Below are some entries; report how many of their lines contain the word "Court", giving nothing besides the number.

= Beginning of Section =

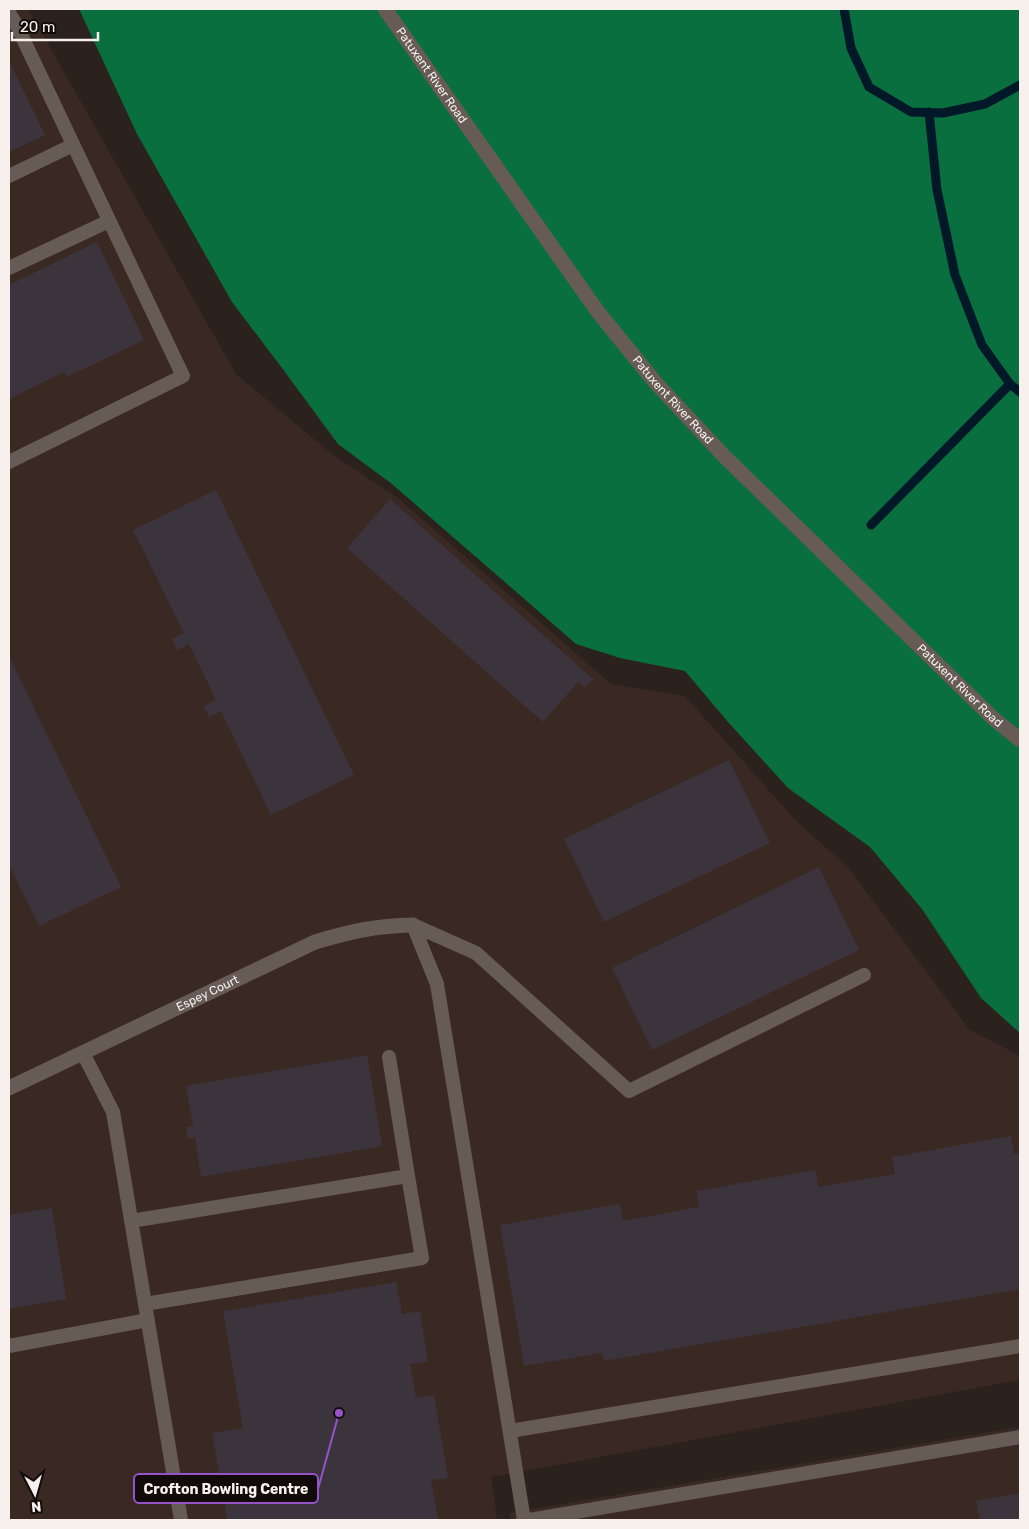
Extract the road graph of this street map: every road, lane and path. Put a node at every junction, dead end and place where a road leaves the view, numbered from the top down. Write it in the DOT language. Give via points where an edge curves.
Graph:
graph roads {
  1 [pos="385,9"];
  2 [pos="9,13"];
  3 [pos="73,145"];
  4 [pos="9,176"];
  5 [pos="109,220"];
  6 [pos="9,268"];
  7 [pos="9,462"];
  8 [pos="1020,740"];
  9 [pos="413,925"];
  10 [pos="864,974"];
  11 [pos="83,1053"];
  12 [pos="389,1057"];
  13 [pos="9,1088"];
  14 [pos="408,1176"];
  15 [pos="131,1222"];
  16 [pos="145,1304"];
  17 [pos="148,1320"];
  18 [pos="9,1346"];
  19 [pos="1020,1346"];
  20 [pos="510,1431"];
  21 [pos="1020,1437"];
  22 [pos="181,1520"];
  23 [pos="524,1520"];
  24 [pos="529,1520"];
  1 -- 8 [label="street, Patuxent River Road" via="582,289 654,382 730,462 994,719"];
  2 -- 3 [label="lane"];
  3 -- 4 [label="lane"];
  3 -- 5 [label="lane"];
  5 -- 6 [label="lane"];
  5 -- 7 [label="lane" via="183,376"];
  9 -- 10 [label="lane" via="476,953 629,1091"];
  9 -- 11 [label="street, Espey Court" via="361,929 316,942"];
  9 -- 20 [label="lane" via="437,984"];
  11 -- 13 [label="street, Espey Court"];
  11 -- 15 [label="lane" via="113,1112"];
  12 -- 14 [label="lane"];
  14 -- 15 [label="lane"];
  14 -- 16 [label="lane" via="422,1258"];
  15 -- 16 [label="lane"];
  16 -- 17 [label="lane"];
  17 -- 18 [label="lane"];
  17 -- 22 [label="lane"];
  19 -- 20 [label="lane"];
  20 -- 23 [label="lane"];
  21 -- 24 [label="lane"];
}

= End of Section =

- [Your response]
2